WHAT THE TASK ASKS :: Find every line in the data that contains the word "Left". Return each of those lines.

++++++++++++++++++++

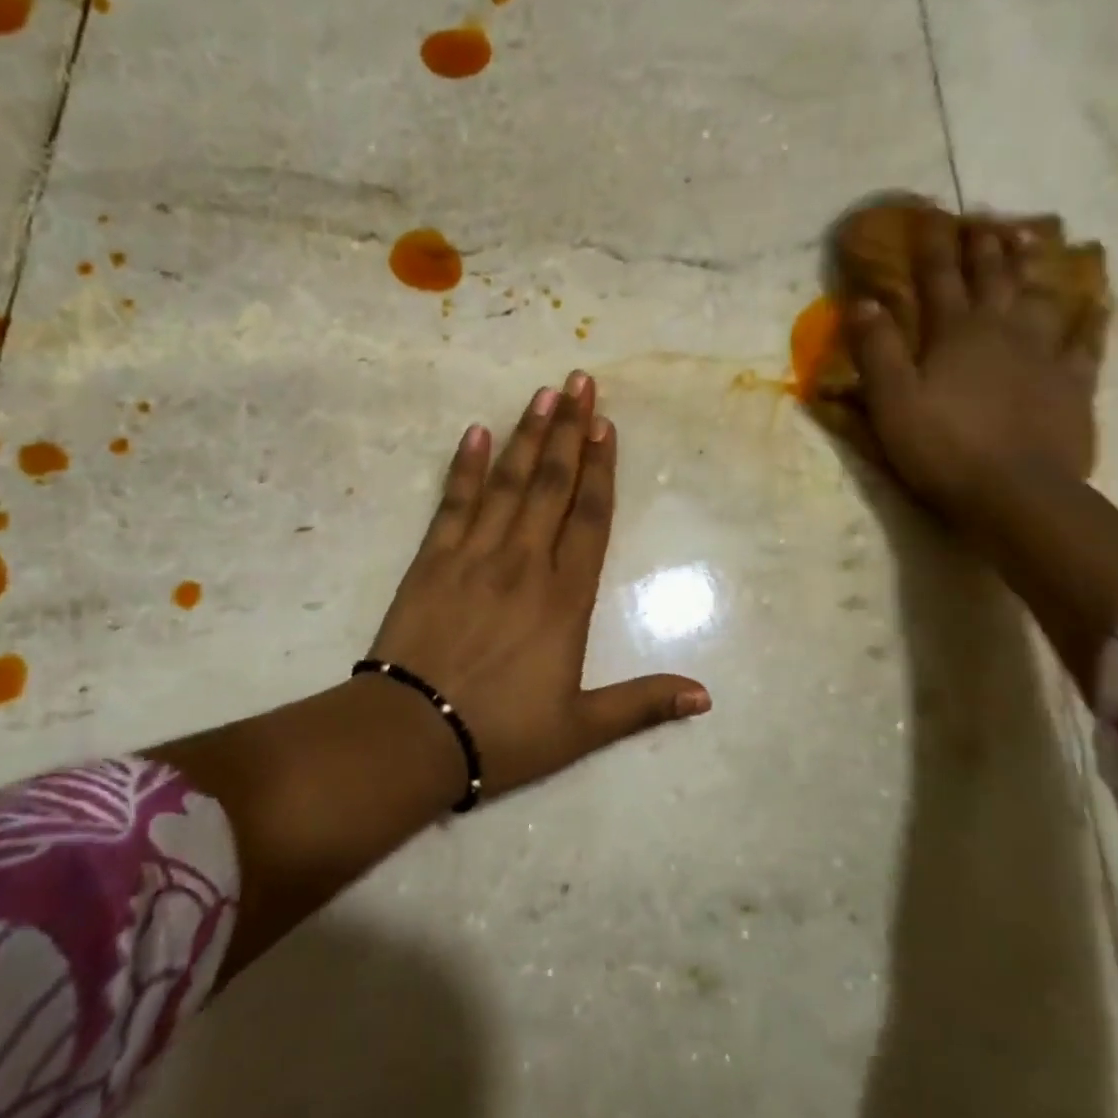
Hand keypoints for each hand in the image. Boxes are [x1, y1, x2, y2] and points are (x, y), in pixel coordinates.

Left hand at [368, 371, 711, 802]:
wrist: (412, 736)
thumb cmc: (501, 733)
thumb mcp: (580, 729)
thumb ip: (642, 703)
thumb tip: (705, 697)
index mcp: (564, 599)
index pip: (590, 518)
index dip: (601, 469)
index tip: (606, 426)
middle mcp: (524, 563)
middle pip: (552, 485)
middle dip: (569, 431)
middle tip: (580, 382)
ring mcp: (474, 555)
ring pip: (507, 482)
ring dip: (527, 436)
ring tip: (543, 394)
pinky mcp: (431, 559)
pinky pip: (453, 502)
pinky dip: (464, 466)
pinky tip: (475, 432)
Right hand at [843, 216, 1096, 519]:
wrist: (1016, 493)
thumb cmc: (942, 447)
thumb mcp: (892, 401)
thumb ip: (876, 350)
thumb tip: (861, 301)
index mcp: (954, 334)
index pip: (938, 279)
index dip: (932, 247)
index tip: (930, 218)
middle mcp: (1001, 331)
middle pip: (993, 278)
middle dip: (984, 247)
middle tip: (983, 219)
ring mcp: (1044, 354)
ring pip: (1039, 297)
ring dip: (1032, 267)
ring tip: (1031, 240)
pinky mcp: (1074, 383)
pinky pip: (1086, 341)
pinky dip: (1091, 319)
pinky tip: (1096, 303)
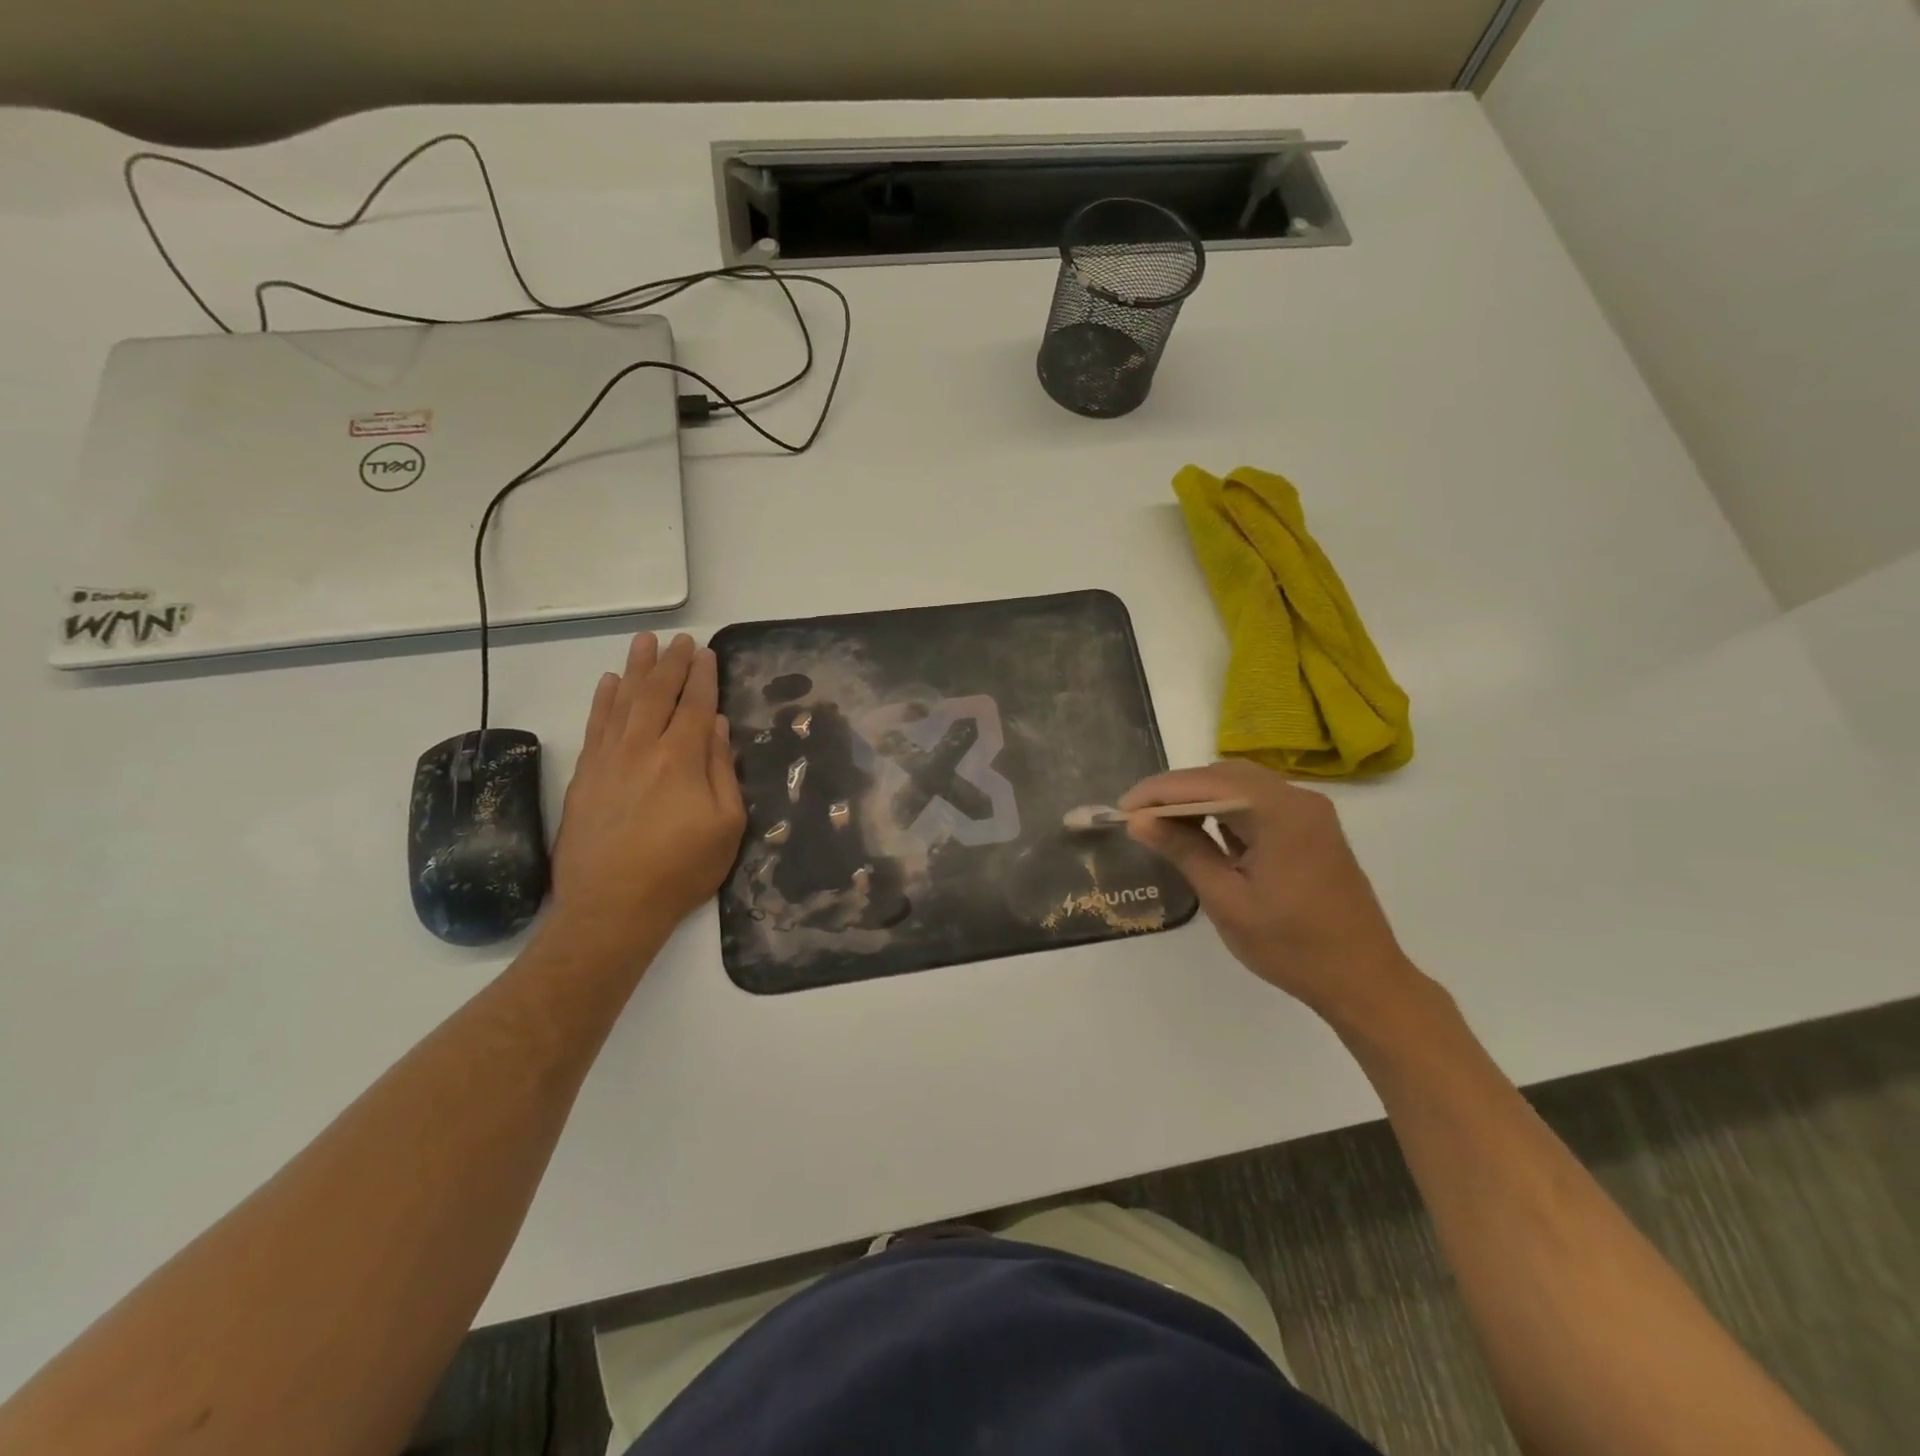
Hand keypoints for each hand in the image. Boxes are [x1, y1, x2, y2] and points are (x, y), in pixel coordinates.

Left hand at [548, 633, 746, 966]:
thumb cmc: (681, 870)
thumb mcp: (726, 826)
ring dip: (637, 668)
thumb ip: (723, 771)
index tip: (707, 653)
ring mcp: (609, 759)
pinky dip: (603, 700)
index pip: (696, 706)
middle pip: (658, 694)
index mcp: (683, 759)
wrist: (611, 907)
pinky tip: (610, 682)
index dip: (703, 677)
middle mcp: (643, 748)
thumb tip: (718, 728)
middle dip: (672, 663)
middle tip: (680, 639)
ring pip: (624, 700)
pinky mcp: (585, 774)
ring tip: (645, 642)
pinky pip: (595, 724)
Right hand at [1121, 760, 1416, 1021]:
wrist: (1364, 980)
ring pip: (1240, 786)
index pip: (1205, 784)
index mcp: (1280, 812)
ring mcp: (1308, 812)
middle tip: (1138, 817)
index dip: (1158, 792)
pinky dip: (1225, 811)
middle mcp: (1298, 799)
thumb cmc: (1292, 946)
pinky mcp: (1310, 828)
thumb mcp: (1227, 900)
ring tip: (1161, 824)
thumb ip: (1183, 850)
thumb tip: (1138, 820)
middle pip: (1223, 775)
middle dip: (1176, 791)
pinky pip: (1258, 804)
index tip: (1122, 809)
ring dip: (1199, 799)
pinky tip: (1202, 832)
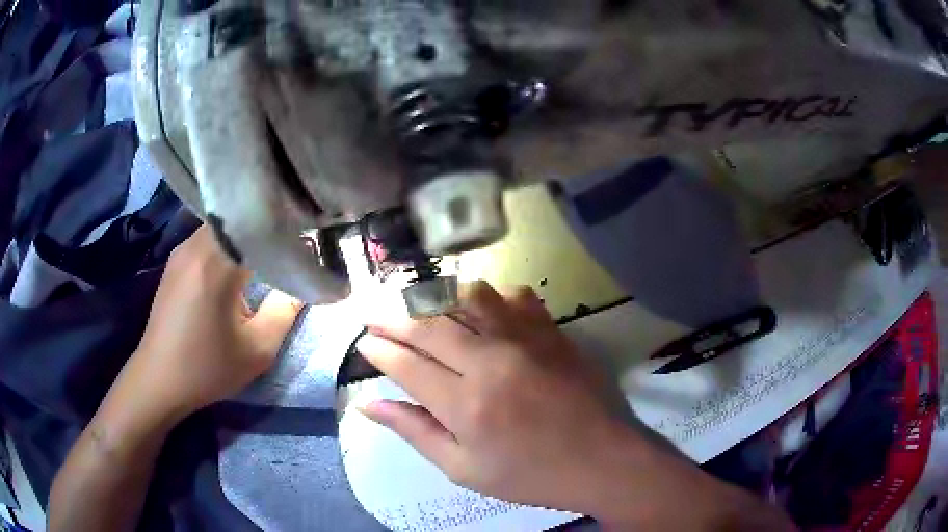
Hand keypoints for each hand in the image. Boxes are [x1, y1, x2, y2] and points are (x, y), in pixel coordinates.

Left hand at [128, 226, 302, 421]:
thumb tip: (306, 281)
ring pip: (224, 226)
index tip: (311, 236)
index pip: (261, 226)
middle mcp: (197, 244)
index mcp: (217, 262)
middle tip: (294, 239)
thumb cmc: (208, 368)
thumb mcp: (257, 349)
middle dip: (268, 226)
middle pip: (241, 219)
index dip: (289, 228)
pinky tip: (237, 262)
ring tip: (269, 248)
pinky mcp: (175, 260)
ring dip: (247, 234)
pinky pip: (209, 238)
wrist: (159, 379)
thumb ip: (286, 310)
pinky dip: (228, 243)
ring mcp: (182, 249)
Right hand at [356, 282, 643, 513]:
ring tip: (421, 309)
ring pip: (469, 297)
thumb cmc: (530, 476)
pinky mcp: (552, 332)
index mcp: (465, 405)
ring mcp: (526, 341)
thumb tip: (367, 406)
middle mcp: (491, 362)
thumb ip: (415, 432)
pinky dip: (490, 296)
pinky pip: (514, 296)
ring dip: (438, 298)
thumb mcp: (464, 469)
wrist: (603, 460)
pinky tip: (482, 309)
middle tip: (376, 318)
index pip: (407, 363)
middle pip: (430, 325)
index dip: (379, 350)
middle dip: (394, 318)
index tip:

++++++++++++++++++++

SOLUTION TO THIS PROBLEM ::
Left hand at [368, 371, 711, 802]:
Left hand at [548, 633, 746, 966]:
Left hand at [128, 226, 302, 421]:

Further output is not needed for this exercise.